The wealthiest 1% of Americans now own more than the entire bottom 90% combined. That’s not a talking point — it’s a Federal Reserve data point. And the gap is still growing.
If you’ve ever felt like the economy is working really well for some people and barely working at all for everyone else, the numbers back you up. In the third quarter of 2025, the top 1% of U.S. households held 31.7% of all wealth in the country — the highest share since the Federal Reserve began tracking it in 1989.
Meanwhile, the bottom half of Americans held just 2.5%.
“An imbalance between rich and poor is the oldest and most fatal ailment of all republics.”
These aren’t abstract statistics. They show up in everyday life: in the paycheck that doesn’t stretch far enough, in the medical bill that becomes a crisis, in the retirement fund that barely exists.
Let’s break down what’s happening, why, and what it means for regular people.
Who Owns What in America

(William Balfour Ker)
Wealth — meaning everything you own minus everything you owe — is distributed in a way that would shock most people. The top 10% of households hold about two-thirds of all wealth in the country. The bottom half? They share roughly 2.5% of the pie among themselves.
To put that in real dollars: the top 10% of households held an average of $8.1 million each, while the bottom 50% averaged about $60,000. That’s not a gap — it’s a canyon.
The CEO Pay Explosion
One of the clearest windows into how inequality has grown is the gap between what CEOs earn and what their employees take home. In 1965, the average CEO at a major U.S. company was paid about 21 times what a typical worker earned.
That ratio has since exploded. By 2024, CEO compensation at the 350 largest public companies had reached an average of nearly $23 million — roughly 281 times the pay of the average worker.
“We can either have democracy in this country or we can have great wealth concentrated in the hands of a few, but we can’t have both.”
CEO pay has risen more than 1,000% since 1978. Over that same period, the pay for a typical worker went up just 26%. That’s not a typo.
The people running the biggest companies saw their compensation multiply by more than ten times, while the people doing the work saw barely any movement at all — after adjusting for inflation.
What’s driving this? In large part, stock-based compensation. About 79% of CEO pay in 2024 came from stock options and stock awards. When the stock market surges, executive pay surges with it.
Workers, on the other hand, are largely left out of those gains — only about half of Americans own any stock at all, and the vast majority of stock wealth is concentrated at the very top.
Why the Gap Keeps Widening

There’s no single cause. The growing divide is the result of several forces working together over decades. Wage stagnation is one of the biggest. Despite steady increases in worker productivity since the late 1970s, wages have barely budged. Workers are producing more value than ever, but they’re not seeing it in their paychecks.

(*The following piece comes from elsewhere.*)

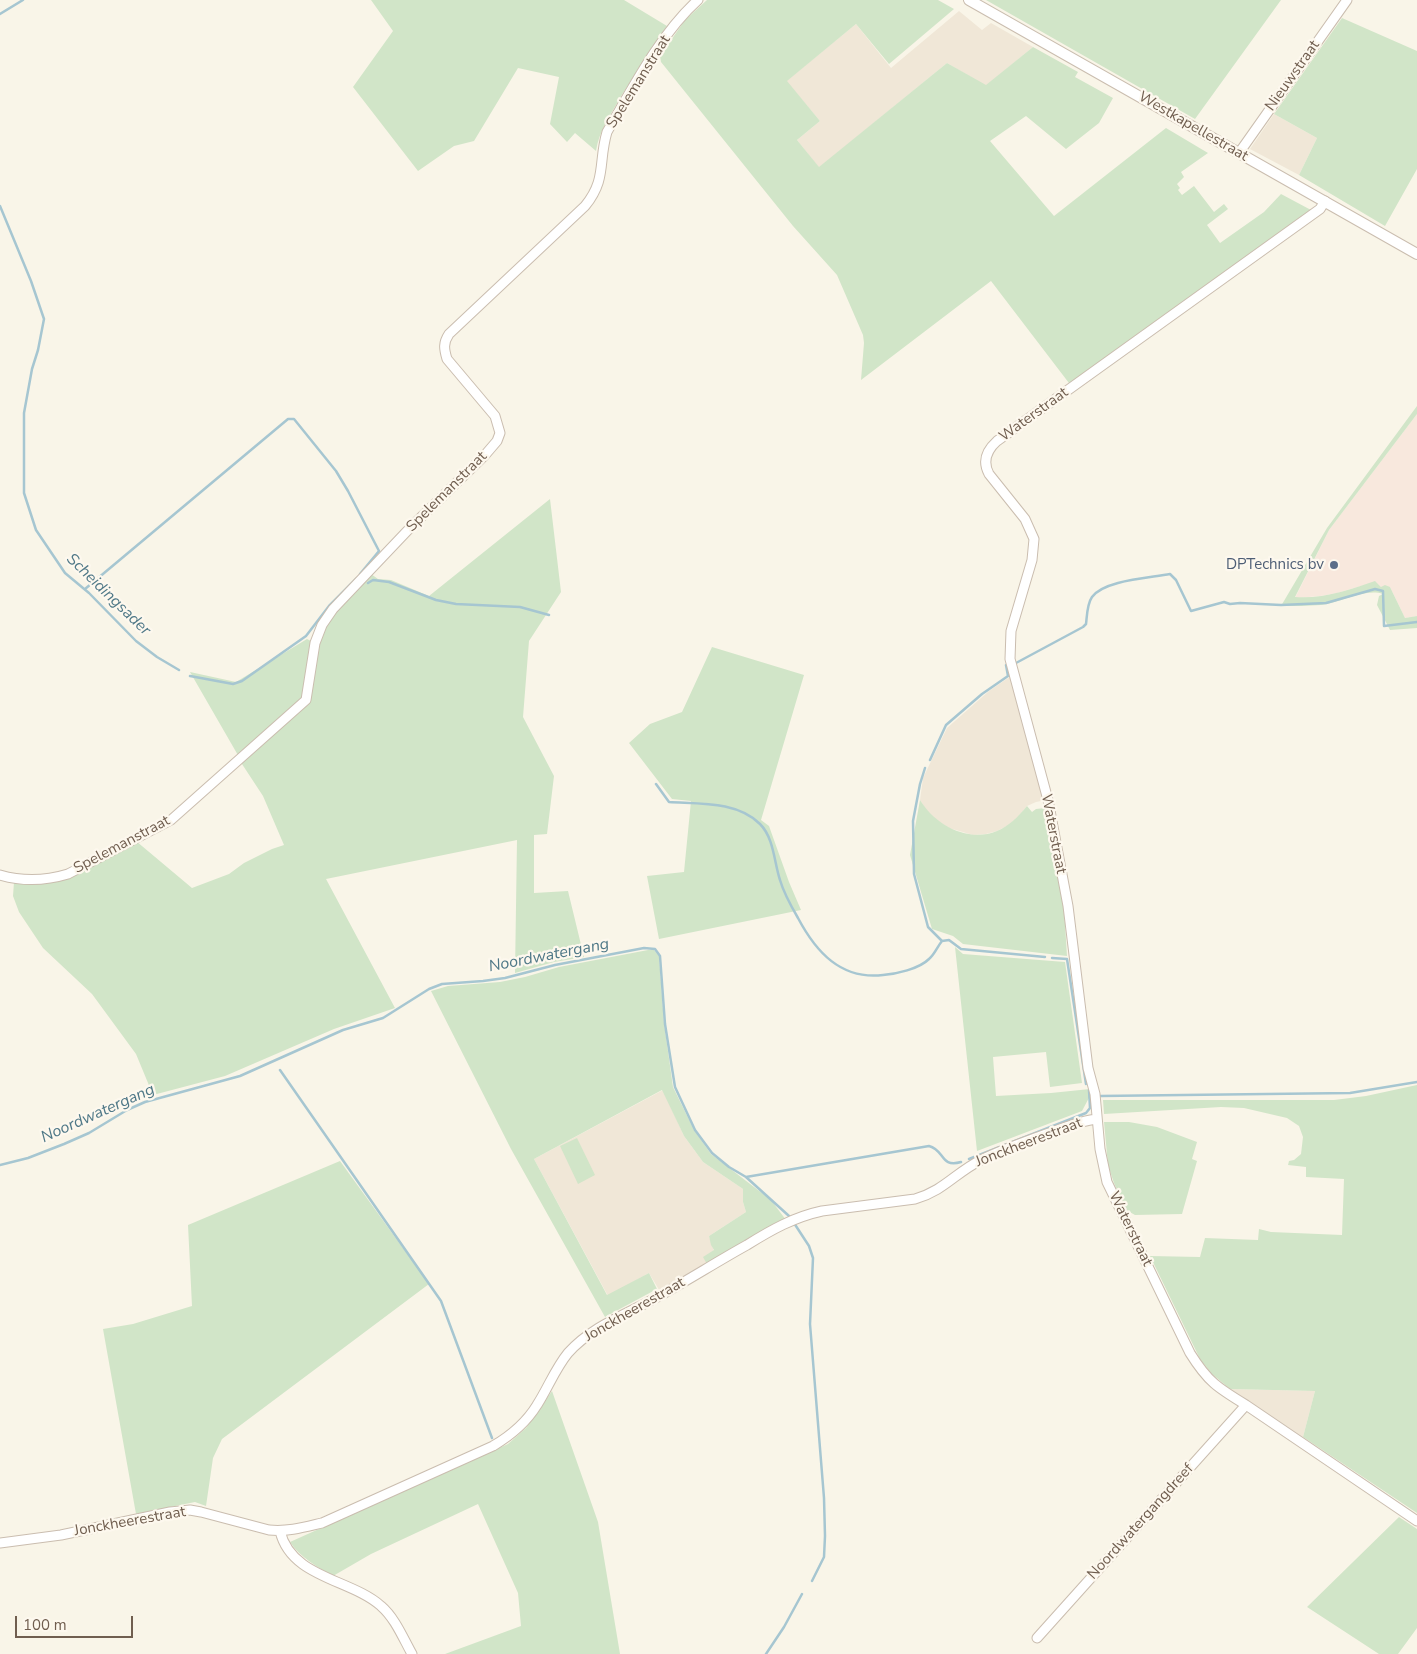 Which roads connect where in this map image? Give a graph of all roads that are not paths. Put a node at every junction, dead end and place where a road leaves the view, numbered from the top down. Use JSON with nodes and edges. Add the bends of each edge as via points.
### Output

Tax policy has also played a role. Corporate tax rates have dropped significantly over the past 40 years, and capital gains — the kind of income the wealthy rely on most — are taxed at lower rates than ordinary wages.
That means the higher you climb on the income ladder, the more favorable the tax code becomes.
The decline of labor unions is another factor. As union membership has fallen — from about 35% of private-sector workers in the 1950s to roughly 6% today — workers have lost bargaining power. Without collective pressure, there’s less to prevent the gains of a growing economy from flowing overwhelmingly to the top.
Then there’s the stock market itself. Wealthier households have a much larger share of their wealth in stocks and other investments. When markets rise, their wealth grows automatically.
Middle-class families, whose wealth is mostly tied up in their homes, don’t see the same benefit. And lower-income families, often carrying more debt than assets, can actually fall further behind.
In 1963, the wealthiest families had 36 times the wealth of middle-class families. By 2022, they had 71 times as much.
The Racial Wealth Gap Makes It Worse
Income and wealth inequality don’t hit everyone equally. White households held about 80% of all U.S. wealth in 2021, despite making up 65% of households. Black households, making up about 14% of the population, held just 4.7%.
The typical White household had roughly ten times the wealth of the typical Black household. Generations of discriminatory policies — from redlining to unequal access to education and lending — created a gap that continues to compound over time.
White families are nearly four times more likely to receive an inheritance, which further widens the divide.
What This Means for Everyday Americans
A growing wealth gap doesn’t just mean some people have nicer things. It shapes the quality of schools in your neighborhood, the healthcare you can access, the political power you can exercise, and the opportunities your children will have.
When wealth becomes this concentrated, it distorts democracy itself — because the people with the most money inevitably have the most influence over the policies that shape everyone’s lives.
This is why it’s so important that we get money out of politics.
Economists across the political spectrum agree that some degree of inequality is a natural part of a market economy. But the scale of what we’re seeing today — where CEO pay has grown more than 40 times faster than worker pay, where the top 1% holds more than the bottom 90% — goes well beyond what most people would consider fair or sustainable.
The solutions are debated, but the problem is not. The income and wealth gap in America is real, it’s growing, and it’s affecting the daily lives of hundreds of millions of people.
The question is: are we willing to do anything about it?